THE SURFACE OF THIS INHOSPITABLE WORLD IS ALMOST ENTIRELY VOLCANIC. MORE THAN 1,600 VOLCANOES HAVE BEEN IDENTIFIED ON VENUS, A GREATER NUMBER THAN ON ANY OTHER PLANET IN THE SOLAR SYSTEM.

The first detailed maps of Venus were made in the early 1990s, when the Magellan spacecraft used radar to penetrate the thick cloud hiding the planet. What Magellan’s images revealed was a world covered in volcanoes. The Venusian landscape is characterized by vast plains covered by lava flows, and mountain or highland regions deformed by geological activity. No ongoing eruptions have yet been confirmed, but there are many signs of recent volcanic activity, including ash flows, impact craters partially covered by lava flows, and fluctuating levels of sulfur dioxide in the atmosphere that could be caused by eruptions. The surface of the planet is young. It is thought that Venus was entirely resurfaced by a cataclysmic volcanic event that created a single gigantic tectonic plate that now wraps around the entire planet—very different from Earth’s surface, which is broken into nearly 50 plates. From the estimated rate of asteroid strikes on the planet and slow weathering of the craters, it is thought that this happened some 300–500 million years ago. Weather on Venus Venus is cloaked in clouds of sulfuric acid that block out 80 percent of all sunlight. The atmosphere glides rapidly around the planet on winds of up to 220 mph (360 km/h)—cloud systems can sail completely around the planet in under four days. Venus’s clouds rain sulfuric acid, but the lower atmosphere is so hot that the raindrops evaporate before reaching the ground. The heavy cloud layer in Venus’s atmosphere appears to shield it from most meteorite bombardments.

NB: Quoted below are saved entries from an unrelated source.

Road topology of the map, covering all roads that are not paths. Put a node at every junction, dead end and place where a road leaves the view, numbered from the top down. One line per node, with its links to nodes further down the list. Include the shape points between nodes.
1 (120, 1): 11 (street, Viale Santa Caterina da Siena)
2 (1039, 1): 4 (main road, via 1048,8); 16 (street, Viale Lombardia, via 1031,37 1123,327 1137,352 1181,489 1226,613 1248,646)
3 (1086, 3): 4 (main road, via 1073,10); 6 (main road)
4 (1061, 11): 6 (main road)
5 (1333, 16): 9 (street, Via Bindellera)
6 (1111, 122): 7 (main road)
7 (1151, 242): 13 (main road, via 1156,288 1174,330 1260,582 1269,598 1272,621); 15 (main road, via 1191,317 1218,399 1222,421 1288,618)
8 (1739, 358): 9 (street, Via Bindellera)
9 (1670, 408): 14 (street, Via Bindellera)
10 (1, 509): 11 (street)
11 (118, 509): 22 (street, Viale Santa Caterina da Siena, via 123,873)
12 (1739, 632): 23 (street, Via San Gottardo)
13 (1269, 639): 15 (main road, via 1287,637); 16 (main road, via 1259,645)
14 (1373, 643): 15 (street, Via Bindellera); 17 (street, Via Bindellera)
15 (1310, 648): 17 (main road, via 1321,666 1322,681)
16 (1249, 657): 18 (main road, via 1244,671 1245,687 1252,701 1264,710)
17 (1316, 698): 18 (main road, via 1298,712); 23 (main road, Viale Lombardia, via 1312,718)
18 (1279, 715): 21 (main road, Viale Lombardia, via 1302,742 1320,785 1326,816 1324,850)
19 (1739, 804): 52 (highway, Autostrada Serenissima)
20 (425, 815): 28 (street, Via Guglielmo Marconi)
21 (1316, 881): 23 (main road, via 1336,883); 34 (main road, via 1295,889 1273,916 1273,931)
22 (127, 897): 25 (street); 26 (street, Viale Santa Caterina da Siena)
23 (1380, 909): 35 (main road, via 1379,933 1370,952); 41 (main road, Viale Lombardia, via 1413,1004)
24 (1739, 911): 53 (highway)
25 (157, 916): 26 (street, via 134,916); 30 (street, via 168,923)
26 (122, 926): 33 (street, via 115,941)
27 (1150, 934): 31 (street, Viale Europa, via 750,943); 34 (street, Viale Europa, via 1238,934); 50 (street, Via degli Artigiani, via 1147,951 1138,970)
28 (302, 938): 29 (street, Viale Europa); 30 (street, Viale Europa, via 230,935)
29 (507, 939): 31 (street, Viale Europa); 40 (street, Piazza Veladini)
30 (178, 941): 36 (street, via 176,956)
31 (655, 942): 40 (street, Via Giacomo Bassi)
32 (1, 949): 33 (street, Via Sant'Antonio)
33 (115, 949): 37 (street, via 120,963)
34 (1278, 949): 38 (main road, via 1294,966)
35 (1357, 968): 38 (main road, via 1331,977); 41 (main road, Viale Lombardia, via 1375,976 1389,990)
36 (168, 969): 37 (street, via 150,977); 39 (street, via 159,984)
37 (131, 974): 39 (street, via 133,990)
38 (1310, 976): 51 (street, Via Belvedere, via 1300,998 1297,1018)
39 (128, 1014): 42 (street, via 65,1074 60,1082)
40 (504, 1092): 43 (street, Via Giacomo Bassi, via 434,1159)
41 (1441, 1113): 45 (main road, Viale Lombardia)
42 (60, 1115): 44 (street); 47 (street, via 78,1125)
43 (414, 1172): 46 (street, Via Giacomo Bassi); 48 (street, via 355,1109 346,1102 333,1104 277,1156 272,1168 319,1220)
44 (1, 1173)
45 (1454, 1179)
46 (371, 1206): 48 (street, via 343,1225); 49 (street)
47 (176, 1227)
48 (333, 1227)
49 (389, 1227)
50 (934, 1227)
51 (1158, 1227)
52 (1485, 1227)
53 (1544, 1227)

MISSIONS TO VENUS VENUS WAS THE FIRST PLANET TO BE VISITED BY SPACECRAFT, IN 1962. SINCE THEN, THERE HAVE BEEN NEARLY 40 MISSIONS, SOME OF THEM FLYBYS AND OTHERS PROBING THE ATMOSPHERE OR LANDING ON THE SURFACE.

After a string of failures, the first spacecraft to reach Venus was NASA’s Mariner 2, which revealed the planet’s scorching surface temperature during a flyby in 1962. The first soft landing was made by the Soviet craft Venera 7 in 1970, but it was able to broadcast data for only 23 minutes. Since then there have been 20 Venus landings, with varying degrees of success, which is not surprising considering the extreme heat and pressure on Venus. Proposals for future missions include a robust rover vehicle that can explore the planet’s surface in the same way that rovers investigate Mars.